Task item
Could you filter the listing for lines with the word "Marg" and return them?

Provided entries
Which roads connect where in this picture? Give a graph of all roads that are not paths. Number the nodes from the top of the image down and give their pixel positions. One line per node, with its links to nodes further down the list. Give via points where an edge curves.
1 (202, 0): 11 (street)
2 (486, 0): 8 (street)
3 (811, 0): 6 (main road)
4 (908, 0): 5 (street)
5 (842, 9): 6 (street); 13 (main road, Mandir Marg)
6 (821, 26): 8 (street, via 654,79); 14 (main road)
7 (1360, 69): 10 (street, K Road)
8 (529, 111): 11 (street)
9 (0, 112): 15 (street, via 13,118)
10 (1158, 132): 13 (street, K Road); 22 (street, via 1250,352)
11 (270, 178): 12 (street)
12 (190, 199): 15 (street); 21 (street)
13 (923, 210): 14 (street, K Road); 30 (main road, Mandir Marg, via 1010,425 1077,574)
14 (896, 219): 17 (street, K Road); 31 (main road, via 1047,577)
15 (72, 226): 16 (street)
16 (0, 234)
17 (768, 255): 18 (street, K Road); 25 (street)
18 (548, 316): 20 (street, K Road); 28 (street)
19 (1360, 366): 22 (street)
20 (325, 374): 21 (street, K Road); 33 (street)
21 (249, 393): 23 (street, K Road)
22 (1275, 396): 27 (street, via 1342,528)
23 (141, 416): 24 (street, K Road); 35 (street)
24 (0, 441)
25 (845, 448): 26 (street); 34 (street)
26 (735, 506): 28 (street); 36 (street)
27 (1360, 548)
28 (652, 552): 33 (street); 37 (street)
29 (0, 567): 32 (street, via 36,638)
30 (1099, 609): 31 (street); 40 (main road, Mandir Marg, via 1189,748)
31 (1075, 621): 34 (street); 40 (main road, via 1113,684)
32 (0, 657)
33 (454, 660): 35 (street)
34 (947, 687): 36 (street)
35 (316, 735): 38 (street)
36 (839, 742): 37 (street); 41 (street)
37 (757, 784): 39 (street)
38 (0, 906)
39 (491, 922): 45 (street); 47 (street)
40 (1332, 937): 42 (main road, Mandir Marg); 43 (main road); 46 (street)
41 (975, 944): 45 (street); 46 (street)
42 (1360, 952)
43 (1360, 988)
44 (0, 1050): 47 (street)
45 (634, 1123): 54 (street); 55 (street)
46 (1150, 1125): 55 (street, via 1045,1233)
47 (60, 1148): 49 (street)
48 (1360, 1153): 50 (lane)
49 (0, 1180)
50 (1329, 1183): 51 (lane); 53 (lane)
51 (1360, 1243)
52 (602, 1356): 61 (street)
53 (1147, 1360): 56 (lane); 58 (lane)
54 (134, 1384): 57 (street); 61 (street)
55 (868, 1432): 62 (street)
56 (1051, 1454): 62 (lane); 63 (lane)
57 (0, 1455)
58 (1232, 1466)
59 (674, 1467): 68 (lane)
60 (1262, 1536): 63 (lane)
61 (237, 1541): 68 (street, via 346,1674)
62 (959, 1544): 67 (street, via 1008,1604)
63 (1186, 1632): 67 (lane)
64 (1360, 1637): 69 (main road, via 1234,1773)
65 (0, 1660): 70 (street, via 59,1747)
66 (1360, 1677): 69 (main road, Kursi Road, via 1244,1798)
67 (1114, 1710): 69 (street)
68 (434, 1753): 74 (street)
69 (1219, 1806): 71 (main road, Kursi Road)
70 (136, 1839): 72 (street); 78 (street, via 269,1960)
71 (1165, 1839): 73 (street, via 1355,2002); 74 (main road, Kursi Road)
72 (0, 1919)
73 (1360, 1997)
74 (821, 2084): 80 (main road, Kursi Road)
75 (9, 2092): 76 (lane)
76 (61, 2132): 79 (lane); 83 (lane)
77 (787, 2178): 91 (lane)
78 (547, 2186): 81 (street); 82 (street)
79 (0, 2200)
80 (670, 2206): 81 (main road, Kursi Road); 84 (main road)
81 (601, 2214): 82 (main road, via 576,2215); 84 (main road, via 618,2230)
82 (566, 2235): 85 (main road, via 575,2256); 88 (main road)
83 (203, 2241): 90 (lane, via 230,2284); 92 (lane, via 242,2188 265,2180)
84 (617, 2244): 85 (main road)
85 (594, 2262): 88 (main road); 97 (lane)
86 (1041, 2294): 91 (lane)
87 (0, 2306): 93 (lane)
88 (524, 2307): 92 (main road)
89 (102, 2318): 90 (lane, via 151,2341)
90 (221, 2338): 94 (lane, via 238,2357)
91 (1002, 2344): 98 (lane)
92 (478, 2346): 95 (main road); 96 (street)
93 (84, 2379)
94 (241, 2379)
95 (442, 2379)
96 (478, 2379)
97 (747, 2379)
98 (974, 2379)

Response
5 (842, 9): 6 (street); 13 (main road, Mandir Marg)
13 (923, 210): 14 (street, K Road); 30 (main road, Mandir Marg, via 1010,425 1077,574)
30 (1099, 609): 31 (street); 40 (main road, Mandir Marg, via 1189,748)
40 (1332, 937): 42 (main road, Mandir Marg); 43 (main road); 46 (street)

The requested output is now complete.